**PROBLEM REQUIREMENTS:** Copy every line of the data that contains the string "lane".

[Saved data entries]
- - - - -

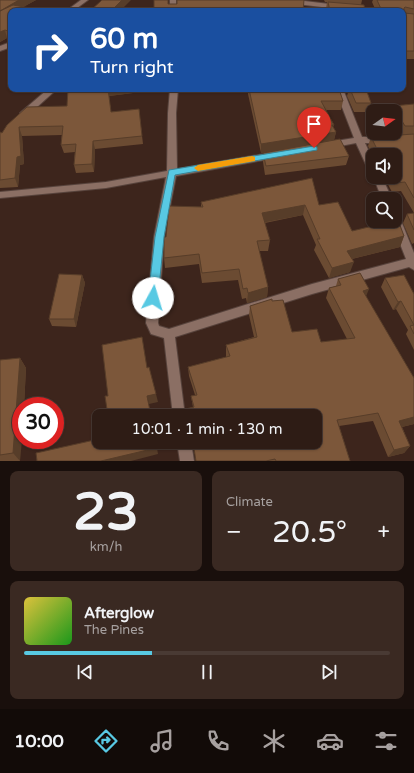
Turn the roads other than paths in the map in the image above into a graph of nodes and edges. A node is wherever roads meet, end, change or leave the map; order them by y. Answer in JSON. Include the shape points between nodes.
{"nodes":[{"id":1,"x":85,"y":0,"type":"edge"},
{"id":2,"x":280,"y":0,"type":"edge"},
{"id":3,"x":73,"y":8,"type":"edge"},
{"id":4,"x":315,"y":8,"type":"edge"},
{"id":5,"x":50,"y":92,"type":"edge"},
{"id":6,"x":174,"y":92,"type":"edge"},
{"id":7,"x":340,"y":92,"type":"edge"},
{"id":8,"x":19,"y":119,"type":"edge"},
{"id":9,"x":359,"y":140,"type":"junction"},
{"id":10,"x":366,"y":140,"type":"edge"},
{"id":11,"x":321,"y":147,"type":"edge"},
{"id":12,"x":284,"y":154,"type":"edge"},
{"id":13,"x":366,"y":154,"type":"edge"},
{"id":14,"x":172,"y":172,"type":"junction"},
{"id":15,"x":0,"y":195,"type":"edge"},
{"id":16,"x":399,"y":228,"type":"edge"},
{"id":17,"x":413,"y":264,"type":"edge"},
{"id":18,"x":169,"y":334,"type":"junction"},
{"id":19,"x":178,"y":409,"type":"edge"},
{"id":20,"x":185,"y":449,"type":"edge"},
{"id":21,"x":187,"y":461,"type":"edge"}],
"edges":[{"from":1,"to":3,"type":"street"},
{"from":2,"to":4,"type":"street"},
{"from":5,"to":8,"type":"street"},
{"from":6,"to":14,"type":"street"},
{"from":7,"to":9,"type":"street"},
{"from":9,"to":10,"type":"street"},
{"from":9,"to":11,"type":"street"},
{"from":9,"to":13,"type":"street"},
{"from":12,"to":14,"type":"street"},
{"from":14,"to":15,"type":"street","via":[[106,184]]},
{"from":14,"to":18,"type":"street","via":[[159,237],[152,313],[155,330]]},
{"from":16,"to":17,"type":"street"},
{"from":17,"to":18,"type":"street","via":[[312,289]]},
{"from":18,"to":19,"type":"street"},
{"from":20,"to":21,"type":"street"}]}
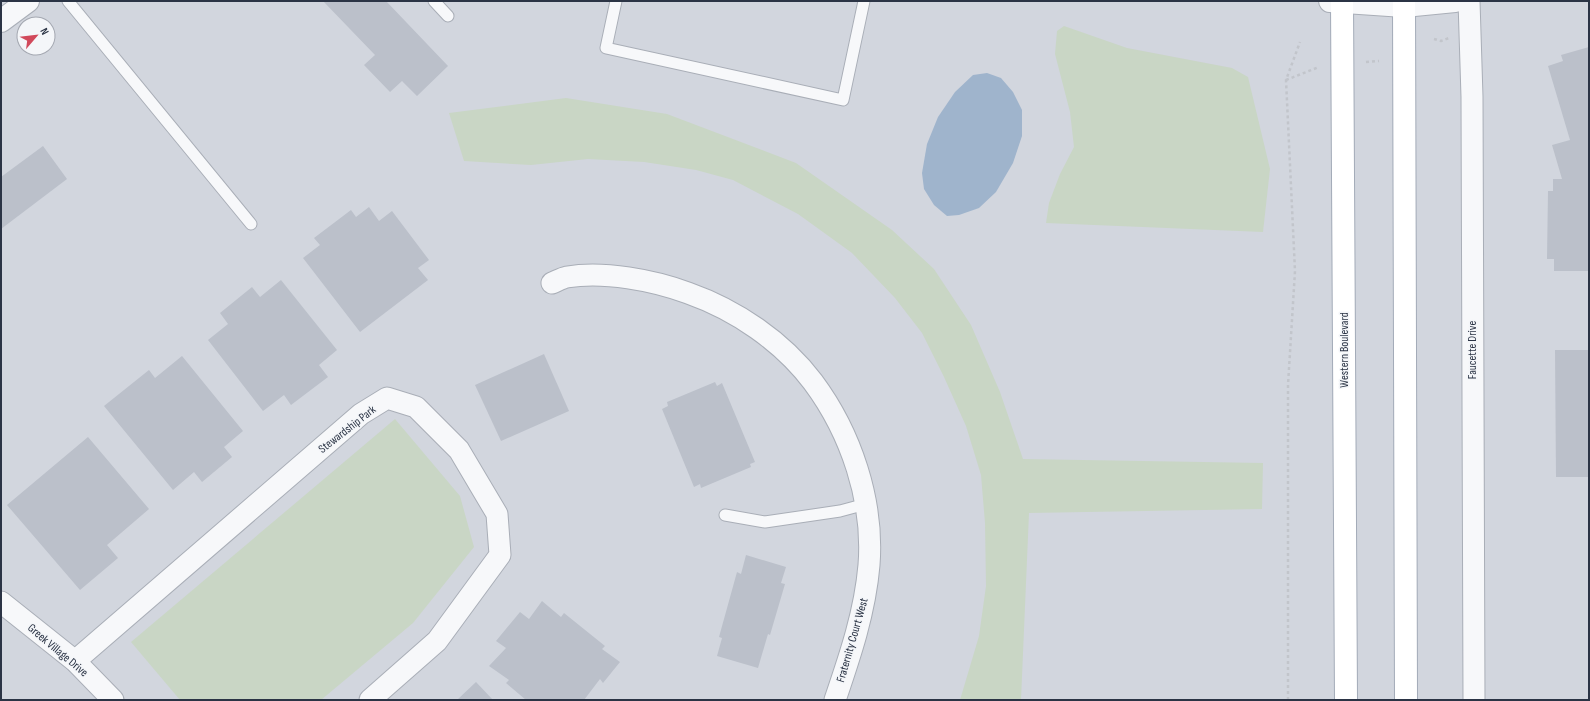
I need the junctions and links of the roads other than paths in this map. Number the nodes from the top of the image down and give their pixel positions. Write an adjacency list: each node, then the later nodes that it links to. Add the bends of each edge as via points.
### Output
1 (28, 1): 11 (street)
2 (68, 1): 12 (lane)
3 (434, 1): 10 (lane)
4 (616, 1): 5 (lane, via 606,48 844,100)
5 (864, 1)
6 (1338, 1): 9 (street); 21 (main road, Western Boulevard)
7 (1455, 1): 9 (street)
8 (1470, 1): 23 (street, Faucette Drive)
9 (1404, 4): 22 (main road)
10 (448, 16)
11 (1, 21)
12 (251, 224)
13 (552, 284): 14 (street, Fraternity Court West, via 566,278 590,276 650,281 705,299 732,312 760,331 787,354 812,381 832,411 851,451)
14 (866, 504): 15 (lane, via 840,511 766,522); 20 (street, Fraternity Court West, via 869,557 865,597)
15 (725, 515)
16 (1, 602): 17 (street, Greek Village Drive)
17 (75, 661): 18 (street, Greek Village Drive); 19 (street, Stewardship Park, via 362,414 387,398 416,407 459,450 497,514 500,555 437,641)
18 (113, 700)
19 (370, 700)
20 (835, 700)
21 (1346, 700)
22 (1406, 700)
23 (1474, 700)

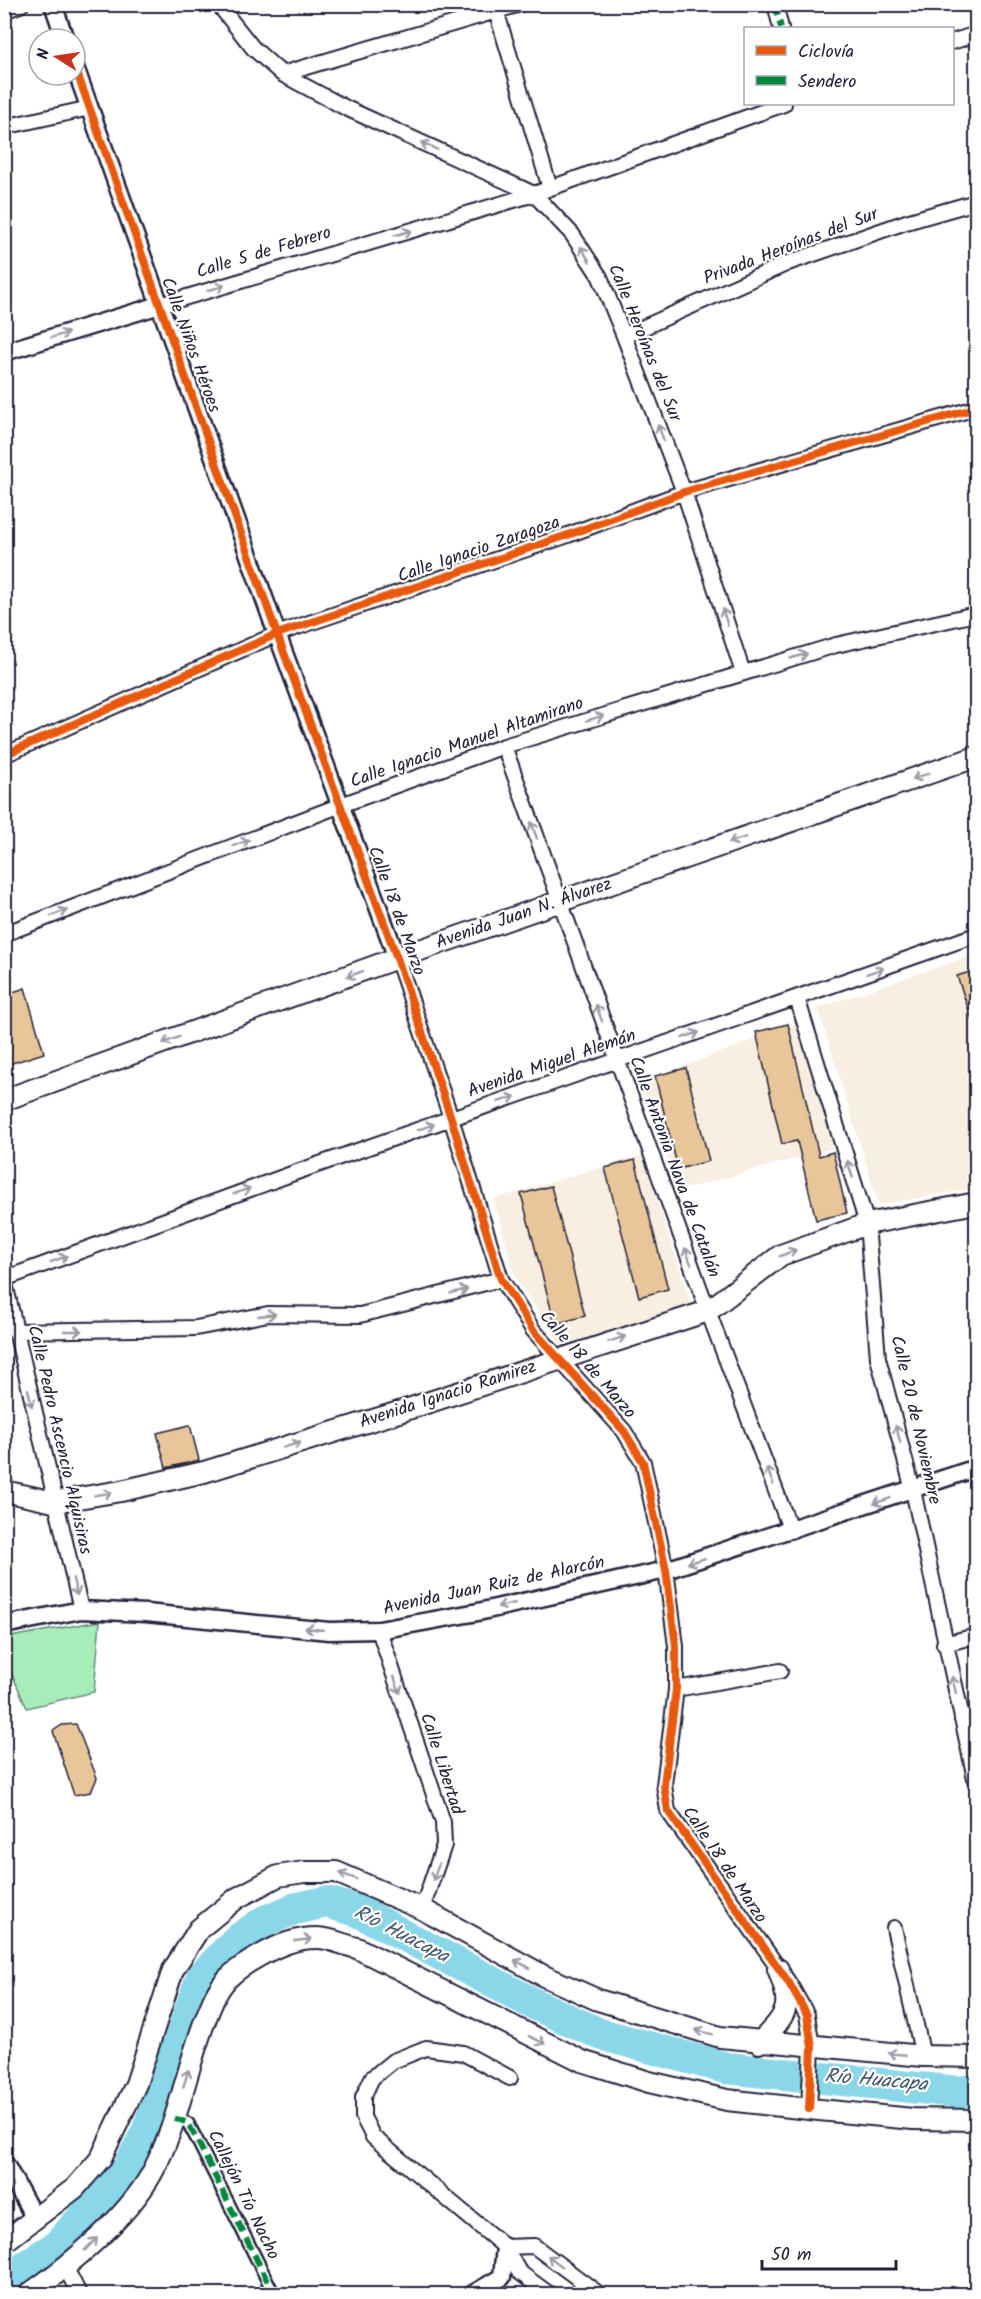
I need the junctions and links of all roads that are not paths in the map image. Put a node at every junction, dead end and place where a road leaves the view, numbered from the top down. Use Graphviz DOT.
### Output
graph roads {
  1 [pos="22,4"];
  2 [pos="53,4"];
  3 [pos="218,4"];
  4 [pos="520,4"];
  5 [pos="775,4"];
  6 [pos="495,8"];
  7 [pos="4,11"];
  8 [pos="61,27"];
  9 [pos="781,27"];
  10 [pos="976,34"];
  11 [pos="954,41"];
  12 [pos="282,74"];
  13 [pos="82,87"];
  14 [pos="781,105"];
  15 [pos="90,108"];
  16 [pos="4,127"];
  17 [pos="550,188"];
  18 [pos="534,194"];
  19 [pos="976,202"];
  20 [pos="160,305"];
  21 [pos="624,336"];
  22 [pos="4,352"];
  23 [pos="976,408"];
  24 [pos="684,492"];
  25 [pos="976,614"];
  26 [pos="277,634"];
  27 [pos="743,673"];
  28 [pos="504,746"];
  29 [pos="4,755"];
  30 [pos="976,757"];
  31 [pos="341,805"];
  32 [pos="559,902"];
  33 [pos="4,934"];
  34 [pos="976,935"];
  35 [pos="397,958"];
  36 [pos="797,998"];
  37 [pos="617,1060"];
  38 [pos="4,1100"];
  39 [pos="452,1118"];
  40 [pos="976,1203"];
  41 [pos="867,1224"];
  42 [pos="5,1279"];
  43 [pos="501,1280"];
  44 [pos="708,1311"];
  45 [pos="15,1331"];
  46 [pos="560,1358"];
  47 [pos="976,1468"];
  48 [pos="913,1490"];
  49 [pos="4,1491"];
  50 [pos="54,1502"];
  51 [pos="791,1531"];
  52 [pos="666,1570"];
  53 [pos="81,1610"];
  54 [pos="4,1625"];
  55 [pos="378,1630"];
  56 [pos="976,1636"];
  57 [pos="944,1644"];
  58 [pos="780,1671"];
  59 [pos="676,1689"];
  60 [pos="976,1716"];
  61 [pos="962,1720"];
  62 [pos="976,1783"];
  63 [pos="422,1909"];
  64 [pos="894,1928"];
  65 [pos="778,1970"];
  66 [pos="759,2043"];
  67 [pos="811,2051"];
  68 [pos="923,2056"];
  69 [pos="976,2057"];
  70 [pos="510,2078"];
  71 [pos="809,2103"];
  72 [pos="174,2118"];
  73 [pos="976,2120"];
  74 [pos="4,2162"];
  75 [pos="34,2219"];
  76 [pos="4,2242"];
  77 [pos="505,2247"];
  78 [pos="66,2268"];
  79 [pos="29,2295"];
  80 [pos="79,2295"];
  81 [pos="274,2295"];
  82 [pos="473,2295"];
  83 [pos="549,2295"];
  84 [pos="599,2295"];
  1 -- 7 [label="street"];
  2 -- 8 [label="street"];
  3 -- 12 [label="street, Calle Heroínas del Sur"];
  4 -- 6 [label="street"];
  5 -- 9 [label="street"];
  6 -- 12 [label="street"];
  6 -- 17 [label="street"];
  10 -- 11 [label="street"];
  18 -- 12 [label="street, Calle Heroínas del Sur, one-way"];
  13 -- 15 [label="street, Calle Niños Héroes"];
  14 -- 17 [label="street, Calle 5 de Febrero"];
  15 -- 16 [label="street"];
  15 -- 20 [label="street, Calle Niños Héroes"];
  17 -- 18 [label="street, Calle 5 de Febrero"];
  20 -- 18 [label="street, Calle 5 de Febrero, one-way"];
  21 -- 18 [label="street, Calle Heroínas del Sur, one-way"];
  19 -- 21 [label="street, Privada Heroínas del Sur"];
  22 -- 20 [label="street, Calle 5 de Febrero, one-way"];
  20 -- 26 [label="street, Calle Niños Héroes"];
  24 -- 21 [label="street, Calle Heroínas del Sur, one-way"];
  23 -- 24 [label="street, Calle Ignacio Zaragoza"];
  24 -- 26 [label="street, Calle Ignacio Zaragoza"];
  27 -- 24 [label="street, Calle Heroínas del Sur, one-way"];
  27 -- 25 [label="street, Calle Ignacio Manuel Altamirano, one-way"];
  26 -- 29 [label="street, Calle Ignacio Zaragoza"];
  26 -- 31 [label="street, Calle 18 de Marzo"];
  28 -- 27 [label="street, Calle Ignacio Manuel Altamirano, one-way"];
  28 -- 31 [label="street, Calle Ignacio Manuel Altamirano"];
  32 -- 28 [label="street, Calle Antonia Nava de Catalán, one-way"];
  30 -- 32 [label="main road, Avenida Juan N. Álvarez, one-way"];
  33 -- 31 [label="street, Calle Ignacio Manuel Altamirano, one-way"];
  31 -- 35 [label="street, Calle 18 de Marzo"];
  32 -- 35 [label="main road, Avenida Juan N. Álvarez"];
  37 -- 32 [label="street, Calle Antonia Nava de Catalán, one-way"];
  36 -- 34 [label="street, Avenida Miguel Alemán, one-way"];
  35 -- 38 [label="main road, Avenida Juan N. Álvarez, one-way"];
  35 -- 39 [label="street, Calle 18 de Marzo"];
  37 -- 36 [label="street, Avenida Miguel Alemán, one-way"];
  41 -- 36 [label="street, Calle 20 de Noviembre, one-way"];
  39 -- 37 [label="street, Avenida Miguel Alemán, one-way"];
  44 -- 37 [label="street, Calle Antonia Nava de Catalán, one-way"];
  42 -- 39 [label="street, Avenida Miguel Alemán, one-way"];
  39 -- 43 [label="street, Calle 18 de Marzo"];
  40 -- 41 [label="main road, Avenida Ignacio Ramirez"];
  44 -- 41 [label="main road, Avenida Ignacio Ramirez, one-way"];
  48 -- 41 [label="street, Calle 20 de Noviembre, one-way"];
  42 -- 45 [label="street, Calle Pedro Ascencio Alquisiras"];
  45 -- 43 [label="street, one-way"];
  43 -- 46 [label="street, Calle 18 de Marzo"];
  46 -- 44 [label="main road, Avenida Ignacio Ramirez, one-way"];
  51 -- 44 [label="street, Calle Antonia Nava de Catalán, one-way"];
  45 -- 50 [label="street, Calle Pedro Ascencio Alquisiras, one-way"];
  50 -- 46 [label="main road, Avenida Ignacio Ramirez, one-way"];
  46 -- 52 [label="street, Calle 18 de Marzo"];
  47 -- 48 [label="street, Avenida Juan Ruiz de Alarcón"];
  48 -- 51 [label="street, Avenida Juan Ruiz de Alarcón, one-way"];
  48 -- 57 [label="street, Calle 20 de Noviembre"];
  49 -- 50 [label="main road, Avenida Ignacio Ramirez"];
  50 -- 53 [label="street, Calle Pedro Ascencio Alquisiras, one-way"];
  51 -- 52 [label="street, Avenida Juan Ruiz de Alarcón, one-way"];
  52 -- 55 [label="street, Avenida Juan Ruiz de Alarcón, one-way"];
  52 -- 59 [label="street, Calle 18 de Marzo"];
  53 -- 54 [label="street, Avenida Juan Ruiz de Alarcón"];
  55 -- 53 [label="street, Avenida Juan Ruiz de Alarcón, one-way"];
  55 -- 63 [label="street, Calle Libertad, one-way"];
  56 -- 57 [label="street"];
  61 -- 57 [label="street, Calle 20 de Noviembre, one-way"];
  58 -- 59 [label="street"];
  59 -- 65 [label="street, Calle 18 de Marzo"];
  60 -- 61 [label="street"];
  61 -- 62 [label="street, Calle 20 de Noviembre"];
  66 -- 63 [label="main road, one-way"];
  63 -- 75 [label="main road, one-way"];
  64 -- 68 [label="street"];
  65 -- 66 [label="main road"];
  65 -- 67 [label="street, Calle 18 de Marzo"];
  66 -- 67 [label="main road"];
  68 -- 67 [label="main road, one-way"];
  67 -- 71 [label="street, Calle 18 de Marzo"];
  68 -- 69 [label="main road"];
  70 -- 77 [label="street"];
  72 -- 71 [label="main road, one-way"];
  71 -- 73 [label="main road"];
  78 -- 72 [label="main road, one-way"];
  72 -- 81 [label="street, Callejón Tío Nacho"];
  74 -- 75 [label="street"];
  75 -- 76 [label="main road"];
  77 -- 82 [label="street"];
  77 -- 83 [label="street"];
  84 -- 77 [label="street, one-way"];
  78 -- 79 [label="main road"];
  78 -- 80 [label="street"];
}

- - - - -

**SOLUTION TO THIS EXERCISE:**
2 (68, 1): 12 (lane)
3 (434, 1): 10 (lane)
4 (616, 1): 5 (lane, via 606,48 844,100)
14 (866, 504): 15 (lane, via 840,511 766,522); 20 (street, Fraternity Court West, via 869,557 865,597)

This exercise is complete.